From the entries below, copy each line in which the word "西川一路" occurs.

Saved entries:
· · ·

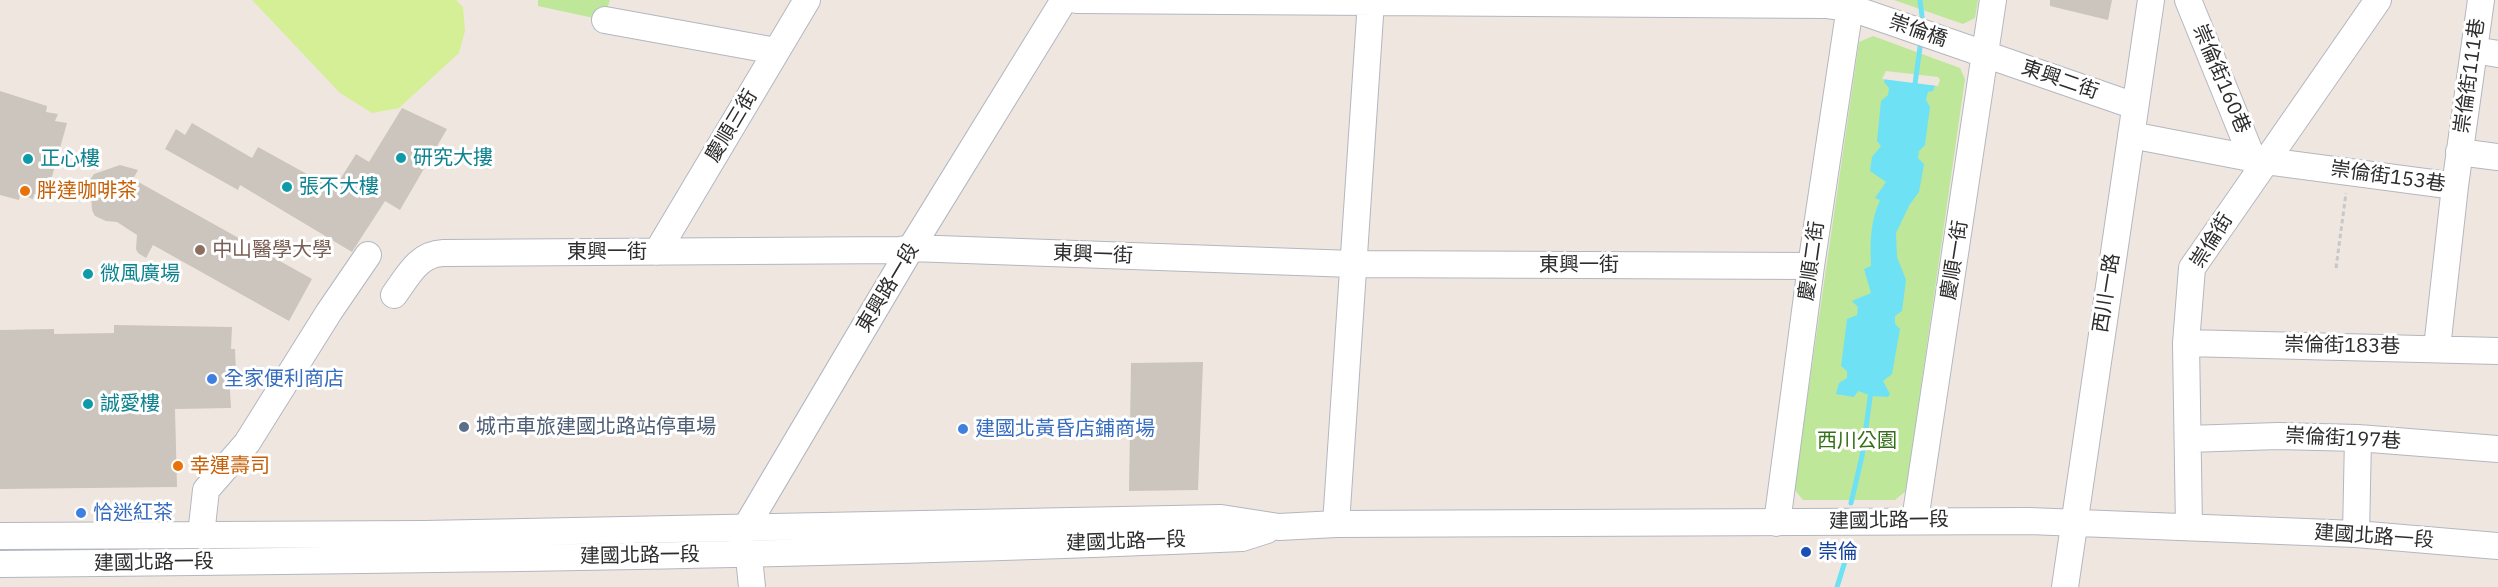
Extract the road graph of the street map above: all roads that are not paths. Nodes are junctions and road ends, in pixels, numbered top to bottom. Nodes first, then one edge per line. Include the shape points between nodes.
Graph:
1 (807, 0) edge
2 (1064, 0) edge
3 (1077, 0) edge
4 (1994, 0) edge
5 (2151, 0) edge
6 (2188, 0) edge
7 (2378, 0) edge
8 (2481, 0) edge
9 (1371, 1) edge
10 (1850, 4) edge
11 (605, 20) dead end
12 (776, 51) junction
13 (2486, 52) edge
14 (1986, 54) junction
15 (2135, 106) junction
16 (2131, 135) junction
17 (2459, 152) junction
18 (2498, 157) edge
19 (2259, 164) junction
20 (2455, 186) junction
21 (911, 248) junction
22 (657, 252) junction
23 (368, 255) dead end
24 (1353, 264) junction
25 (1811, 266) junction
26 (394, 295) dead end
27 (2187, 341) junction
28 (2437, 348) junction
29 (2498, 351) edge
30 (2358, 438) junction
31 (2188, 439) junction
32 (2498, 449) edge
33 (1916, 520) junction
34 (2073, 523) junction
35 (1336, 524) junction
36 (1777, 524) junction
37 (746, 526) junction
38 (1279, 526) junction
39 (2189, 527) junction
40 (2356, 534) junction
41 (201, 535) junction
42 (0, 536) edge
43 (2498, 546) edge
44 (749, 554) junction
45 (0, 564) edge
46 (752, 587) edge
47 (2065, 587) edge

1 - 12 street, 慶順三街
2 - 21 street, 東興路一段
3 - 9 street
4 - 14 street, 慶順一街
5 - 15 street, 西川一路
6 - 19 street, 崇倫街160巷
7 - 19 street, 崇倫街
8 - 13 street, 崇倫街111巷
9 - 10 street
9 - 24 street
10 - 14 street, 崇倫橋
10 - 25 street, 慶順二街
11 - 12 street
12 - 22 street, 慶順三街
13 - 17 street, 崇倫街111巷
14 - 15 street, 東興二街
14 - 33 street, 慶順一街
15 - 16 street, 西川一路
16 - 19 street, 崇倫街160巷
16 - 34 street, 西川一路
17 - 18 street, 崇倫街111巷
17 - 20 street, 崇倫街111巷
19 - 20 street, 崇倫街153巷
19 - 27 street, 崇倫街 via 2192,268
20 - 28 street, 崇倫街153巷
21 - 22 street, 東興一街
21 - 24 street, 東興一街
21 - 37 street, 東興路一段
22 - 26 street, 東興一街 via 430,254 417,264
23 - 41 street via 247,443 206,490
24 - 25 street, 東興一街
24 - 35 street
25 - 36 street, 慶順二街
27 - 28 street, 崇倫街183巷
27 - 31 street, 崇倫街
28 - 29 street, 崇倫街183巷
30 - 31 street, 崇倫街197巷
30 - 32 street, 崇倫街197巷
30 - 40 street
31 - 39 street, 崇倫街
33 - 34 street, 建國北路一段
33 - 36 street, 建國北路一段
34 - 39 street, 建國北路一段
34 - 47 street, 西川一路
35 - 36 street, 建國北路一段
35 - 38 street, 建國北路一段
37 - 38 street, 建國北路一段 via 1221,518
37 - 41 street, 建國北路一段
37 - 44 street
38 - 44 street, 建國北路一段 via 1242,538
39 - 40 street, 建國北路一段
40 - 43 street, 建國北路一段
41 - 42 street, 建國北路一段
44 - 45 street, 建國北路一段
44 - 46 street

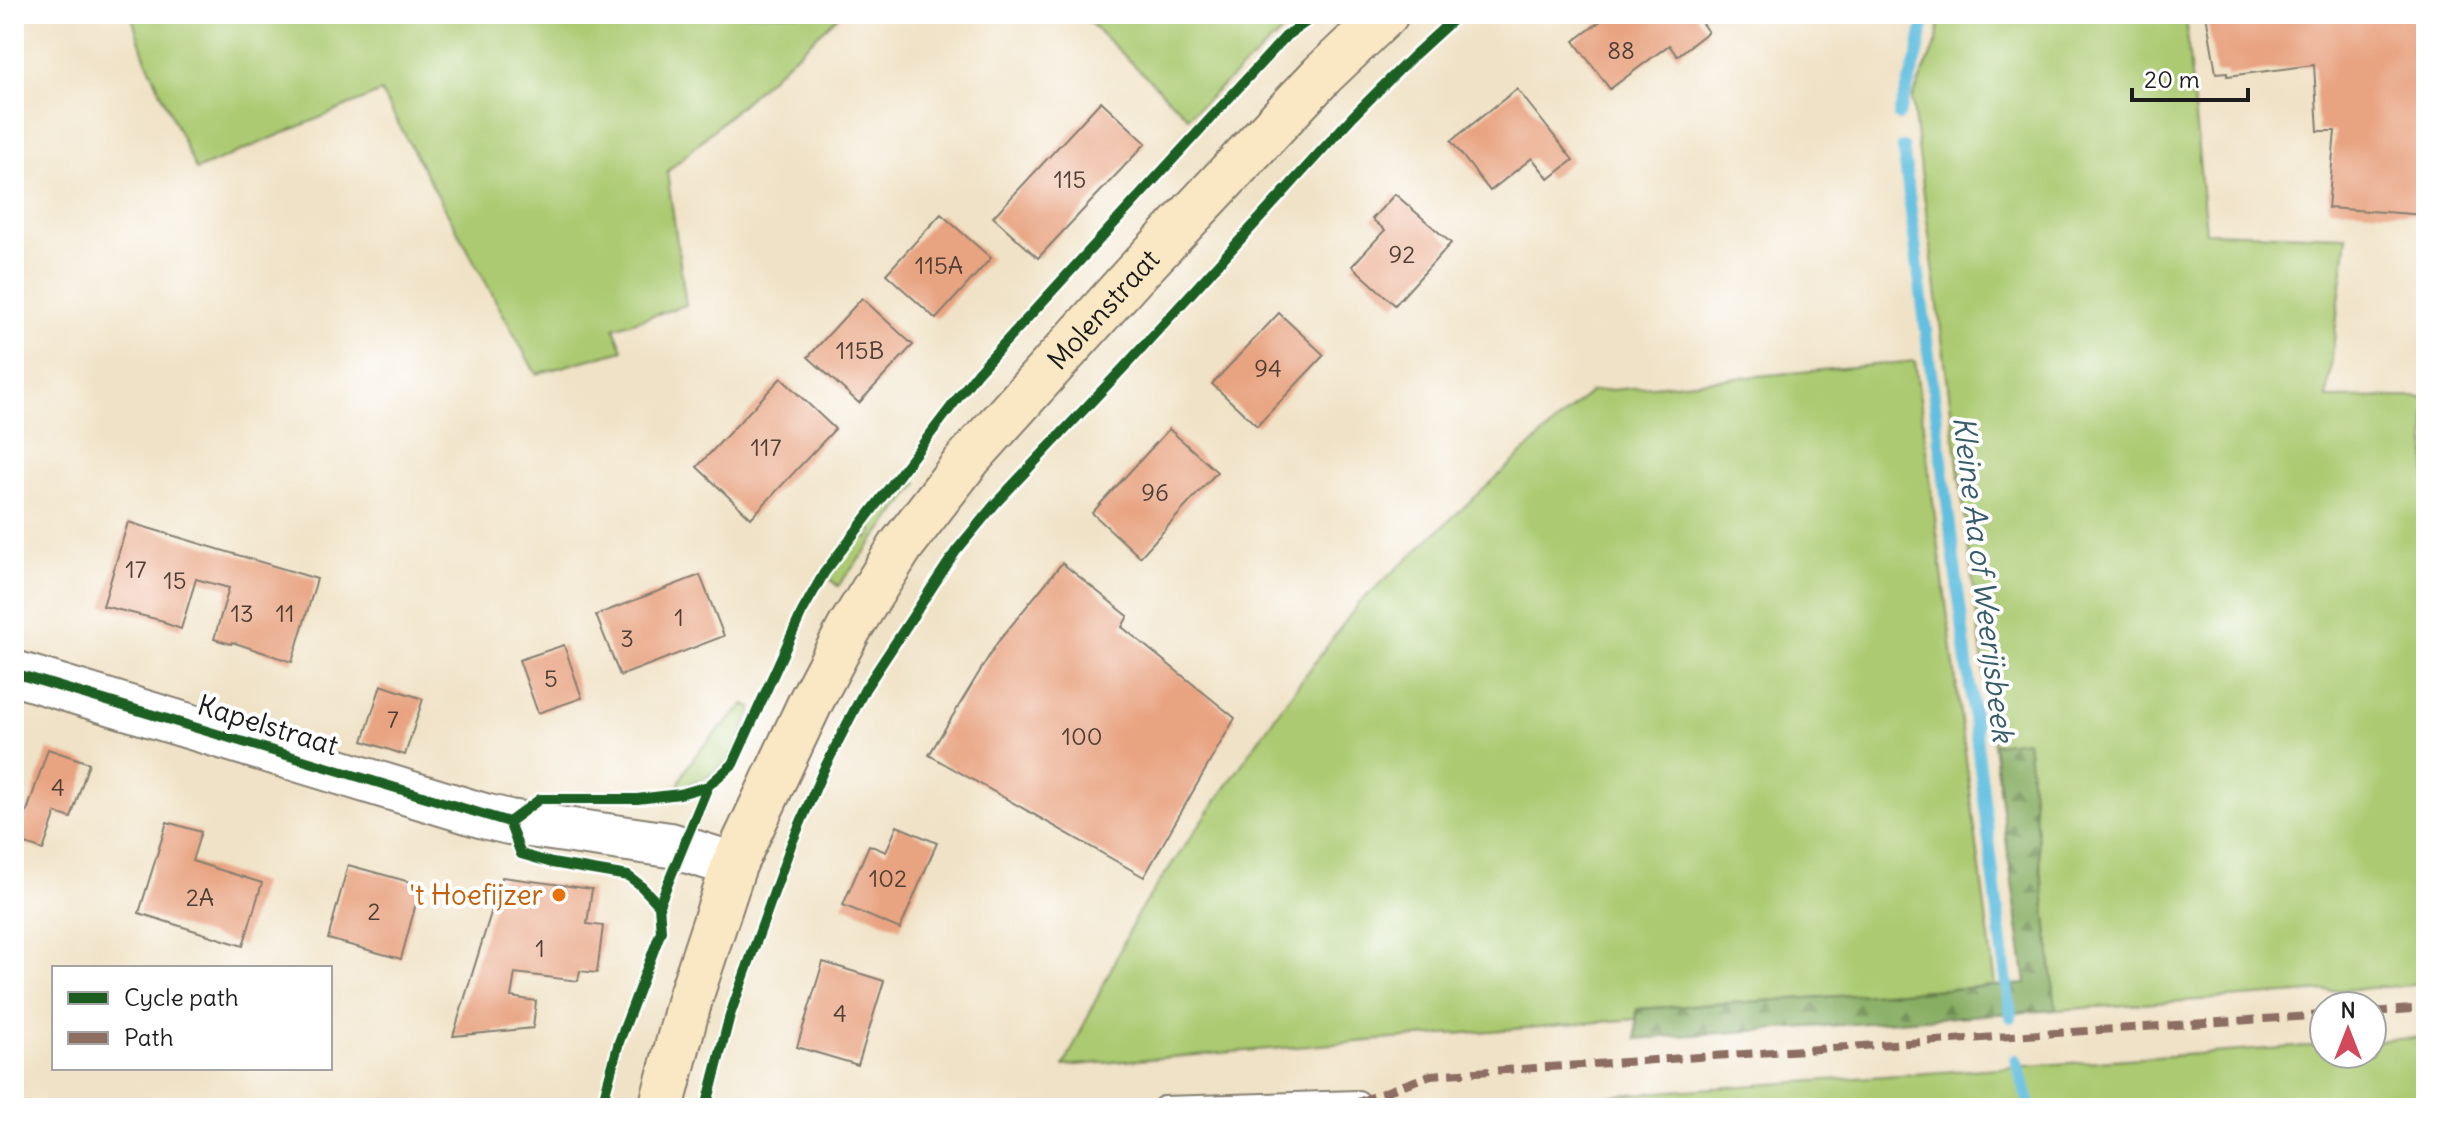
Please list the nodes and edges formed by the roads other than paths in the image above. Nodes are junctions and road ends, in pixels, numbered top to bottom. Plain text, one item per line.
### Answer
1 (1386, 14) edge
2 (14, 673) edge
3 (734, 865) junction
4 (1358, 1102) dead end
5 (661, 1108) edge
6 (1164, 1108) edge

1 - 3 main road, Molenstraat
2 - 3 street, Kapelstraat
3 - 5 main road, Molenstraat
4 - 6 lane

· · ·

:: Response area ::
5 - 15 street, 西川一路
15 - 16 street, 西川一路
16 - 34 street, 西川一路
34 - 47 street, 西川一路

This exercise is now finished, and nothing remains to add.